顎関節症において病的骨変化はみられなくても, 左右下顎頭形態が非対称であることは少なくない。
その原因としては, 関節円板病態の影響, 顎関節動態の影響あるいは下顎頭と下顎窩との不調和などが考えられる。
そこで, 今回は関節円板の動態変化, 特に各関節円板位置での病的骨変化のない顎関節症患者の下顎頭形態のCT所見について検討した。

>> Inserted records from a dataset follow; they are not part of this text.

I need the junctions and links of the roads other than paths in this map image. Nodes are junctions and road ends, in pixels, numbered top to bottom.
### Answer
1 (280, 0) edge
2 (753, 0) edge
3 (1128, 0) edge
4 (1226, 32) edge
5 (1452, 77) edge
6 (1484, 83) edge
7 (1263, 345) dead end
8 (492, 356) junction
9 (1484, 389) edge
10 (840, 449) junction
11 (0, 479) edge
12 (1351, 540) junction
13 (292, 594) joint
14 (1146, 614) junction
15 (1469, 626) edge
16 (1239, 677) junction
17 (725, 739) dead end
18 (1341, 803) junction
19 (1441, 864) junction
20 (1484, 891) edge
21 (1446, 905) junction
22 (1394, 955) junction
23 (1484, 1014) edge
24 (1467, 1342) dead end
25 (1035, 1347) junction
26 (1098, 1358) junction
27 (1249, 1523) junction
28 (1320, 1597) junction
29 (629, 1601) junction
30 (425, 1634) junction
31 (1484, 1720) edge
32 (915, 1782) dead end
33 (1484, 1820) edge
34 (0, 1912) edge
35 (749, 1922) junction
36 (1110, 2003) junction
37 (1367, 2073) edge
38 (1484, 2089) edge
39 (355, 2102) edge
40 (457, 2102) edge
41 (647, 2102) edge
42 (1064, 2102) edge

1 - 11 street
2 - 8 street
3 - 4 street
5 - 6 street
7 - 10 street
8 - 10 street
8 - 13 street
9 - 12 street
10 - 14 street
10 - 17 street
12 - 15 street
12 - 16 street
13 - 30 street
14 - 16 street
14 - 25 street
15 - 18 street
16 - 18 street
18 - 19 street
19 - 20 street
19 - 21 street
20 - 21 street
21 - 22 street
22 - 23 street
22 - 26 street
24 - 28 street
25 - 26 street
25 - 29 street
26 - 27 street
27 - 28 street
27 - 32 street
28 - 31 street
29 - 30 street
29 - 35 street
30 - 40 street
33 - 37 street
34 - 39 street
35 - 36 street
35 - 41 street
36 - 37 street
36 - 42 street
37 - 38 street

対象は, 全例女性とし, 下顎頭に骨変化のみられない顎関節症患者77名154顎関節をCT像により測定分析した。顎関節造影断層像より関節円板位置によって, 正常位置群 (NP群), 復位を伴う関節円板前方転位群 (W群) および復位を伴わない関節円板前方転位群 (WO群) の3群に分類し, 各群の下顎頭形態について分析した。
その結果, WO群のように関節円板位置の変化が大きくなると, 下顎頭最大横断面積や下顎頭長径および短径は小さくなる傾向にあった。また, 下顎頭長軸角は大きくなった。しかし, 長径/短径比には変化が認められなかった。
また, W群と異なり, WO群では発症からの経過が長くても, 下顎頭最大横断面積や, 下顎頭長軸角の変化は認められなかった。
したがって, 下顎頭形態の変化は, 顎関節症によっても引き起こされるが, どこまでも進行するわけではない。また, 下顎頭形態の特異性によって, 逆に関節円板の位置異常がおこる可能性も考えられた。